Otis Rush & Friends
Mississippi-born Otis Rush’s first hit, Willie Dixon’s “I Can’t Quit You Baby,” which Led Zeppelin used as a blueprint for their 1969 version, made the R’n’B Top 10 in 1956. Long known as the architect of Chicago’s West Side guitar style, this southpaw innovator puts a bee sting into his blues, energizing it with a jumpback style that rocks the house. He gave fellow legend Buddy Guy his start. He learned from the masters at Chess Records—Muddy Waters and Howling Wolf—as a sideman, before becoming one of their top-selling artists. He’s been shaking the soul out of the blues with stunning whammy-bar action, vibrato effects and tremolo drama for half a century!

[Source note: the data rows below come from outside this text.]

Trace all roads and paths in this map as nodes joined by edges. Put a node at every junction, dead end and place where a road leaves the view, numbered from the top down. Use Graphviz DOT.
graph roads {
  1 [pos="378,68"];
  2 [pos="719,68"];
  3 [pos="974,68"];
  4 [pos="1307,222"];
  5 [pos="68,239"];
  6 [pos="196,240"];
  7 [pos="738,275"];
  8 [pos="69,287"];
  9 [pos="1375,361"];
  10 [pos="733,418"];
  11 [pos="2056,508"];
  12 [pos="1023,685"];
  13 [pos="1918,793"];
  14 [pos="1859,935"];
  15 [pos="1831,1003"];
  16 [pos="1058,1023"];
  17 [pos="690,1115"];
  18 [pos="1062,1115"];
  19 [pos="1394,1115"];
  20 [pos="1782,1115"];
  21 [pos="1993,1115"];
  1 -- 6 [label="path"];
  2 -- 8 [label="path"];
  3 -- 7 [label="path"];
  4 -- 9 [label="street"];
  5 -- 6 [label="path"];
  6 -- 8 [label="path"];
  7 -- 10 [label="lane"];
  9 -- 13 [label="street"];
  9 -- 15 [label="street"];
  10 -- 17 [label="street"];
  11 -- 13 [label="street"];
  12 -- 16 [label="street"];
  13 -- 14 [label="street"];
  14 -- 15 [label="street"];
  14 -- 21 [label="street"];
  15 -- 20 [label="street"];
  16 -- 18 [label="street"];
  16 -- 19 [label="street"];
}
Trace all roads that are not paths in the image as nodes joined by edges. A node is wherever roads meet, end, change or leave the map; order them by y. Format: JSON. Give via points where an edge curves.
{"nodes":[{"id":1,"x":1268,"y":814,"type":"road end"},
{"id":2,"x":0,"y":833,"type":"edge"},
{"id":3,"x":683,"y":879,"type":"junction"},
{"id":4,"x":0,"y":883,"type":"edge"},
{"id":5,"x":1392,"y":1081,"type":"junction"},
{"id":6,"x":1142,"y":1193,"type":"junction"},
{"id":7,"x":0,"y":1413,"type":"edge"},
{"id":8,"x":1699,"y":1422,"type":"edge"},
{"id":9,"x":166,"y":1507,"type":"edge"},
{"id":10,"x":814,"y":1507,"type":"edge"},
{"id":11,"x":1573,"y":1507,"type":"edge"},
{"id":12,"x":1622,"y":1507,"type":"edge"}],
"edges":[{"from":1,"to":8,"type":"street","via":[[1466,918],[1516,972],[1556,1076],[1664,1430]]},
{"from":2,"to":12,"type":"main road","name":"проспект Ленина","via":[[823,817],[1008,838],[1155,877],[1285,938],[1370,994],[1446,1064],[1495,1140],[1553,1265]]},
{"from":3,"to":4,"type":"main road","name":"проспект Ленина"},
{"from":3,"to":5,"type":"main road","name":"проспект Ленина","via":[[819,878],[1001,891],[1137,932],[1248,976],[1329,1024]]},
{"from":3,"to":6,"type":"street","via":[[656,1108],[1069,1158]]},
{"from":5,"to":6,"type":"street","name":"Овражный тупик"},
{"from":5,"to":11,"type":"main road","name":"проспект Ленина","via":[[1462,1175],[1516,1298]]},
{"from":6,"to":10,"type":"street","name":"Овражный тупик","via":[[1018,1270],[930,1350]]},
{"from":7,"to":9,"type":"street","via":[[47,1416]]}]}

There’s no one quite like Otis Rush. Eric Clapton was instrumental in bringing Rush to Montreux in 1986. Eagle’s Live at Montreux series has previously featured such legends as Ella Fitzgerald, Johnny Cash, Charles Mingus, Bonnie Raitt and a host of others. These 12 sweaty intense barn-burning blues busters are a perfect example of why this genre will never die. Rush coaxes, cajoles and sweet-talks those notes out of his beloved guitar. His singing is pure church...only with a lecherous edge, because you know what he’s talkin’ ‘bout! The blues of this man will make the hairs on the back of your neck stand up. Yet when he’s joined onstage by Eric Clapton, “Slowhand” makes the entire chemistry of the band start to boil and bubble over. Three songs later, Clapton’s rockin’—hard—and out comes another Chicago legend, Luther Allison. When Allison, Rush and Clapton all go upper-string wild simultaneously, all hell breaks loose and the crowd goes certifiably nuts. To see these three men, joyously young and in their 1986 prime, working out so strenuously, is to know the magic of the blues.